ACTIVITY:
Could you copy, word for word, only the lines from the one containing "index mcp: (329, 216)" through the last line of the records below, both included?

TASK MATERIAL:
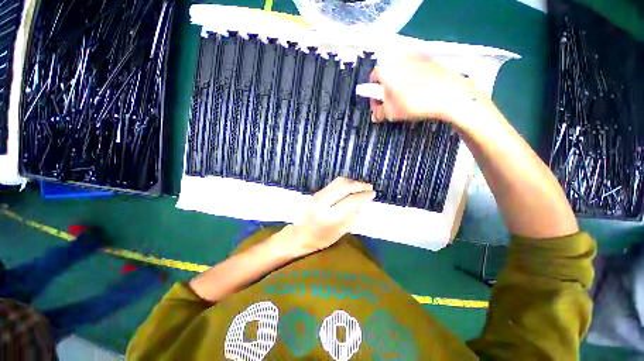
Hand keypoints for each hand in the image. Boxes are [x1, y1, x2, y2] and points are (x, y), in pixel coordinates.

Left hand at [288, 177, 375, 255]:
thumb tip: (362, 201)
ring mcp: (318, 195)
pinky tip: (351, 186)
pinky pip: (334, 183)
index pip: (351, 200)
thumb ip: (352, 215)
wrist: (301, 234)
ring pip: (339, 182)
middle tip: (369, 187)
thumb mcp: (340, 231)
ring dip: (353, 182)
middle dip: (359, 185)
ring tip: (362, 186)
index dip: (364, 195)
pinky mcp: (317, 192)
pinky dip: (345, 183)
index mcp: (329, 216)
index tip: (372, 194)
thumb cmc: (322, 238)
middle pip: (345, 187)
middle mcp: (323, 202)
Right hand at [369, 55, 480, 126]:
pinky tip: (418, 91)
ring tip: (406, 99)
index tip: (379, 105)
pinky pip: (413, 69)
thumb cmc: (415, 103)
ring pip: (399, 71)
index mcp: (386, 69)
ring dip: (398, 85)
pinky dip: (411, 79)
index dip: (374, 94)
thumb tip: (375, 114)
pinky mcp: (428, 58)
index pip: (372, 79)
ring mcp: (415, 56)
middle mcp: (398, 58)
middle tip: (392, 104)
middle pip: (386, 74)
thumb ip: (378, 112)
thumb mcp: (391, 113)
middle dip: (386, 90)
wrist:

SOLUTION TO THIS PROBLEM:
index mcp: (329, 216)
index tip: (372, 194)
thumb cmc: (322, 238)
middle pip: (345, 187)
middle mcp: (323, 202)
Right hand at [369, 55, 480, 126]:
pinky tip: (418, 91)
ring tip: (406, 99)
index tip: (379, 105)
pinky pip: (413, 69)
thumb cmc: (415, 103)
ring pip: (399, 71)
index mcp: (386, 69)
ring dip: (398, 85)
pinky dip: (411, 79)
index dip: (374, 94)
thumb tip: (375, 114)
pinky mcp: (428, 58)
index pip: (372, 79)
ring mcp: (415, 56)
middle mcp: (398, 58)
middle tip: (392, 104)
middle pip: (386, 74)
thumb ip: (378, 112)
thumb mcp: (391, 113)
middle dip: (386, 90)
wrist:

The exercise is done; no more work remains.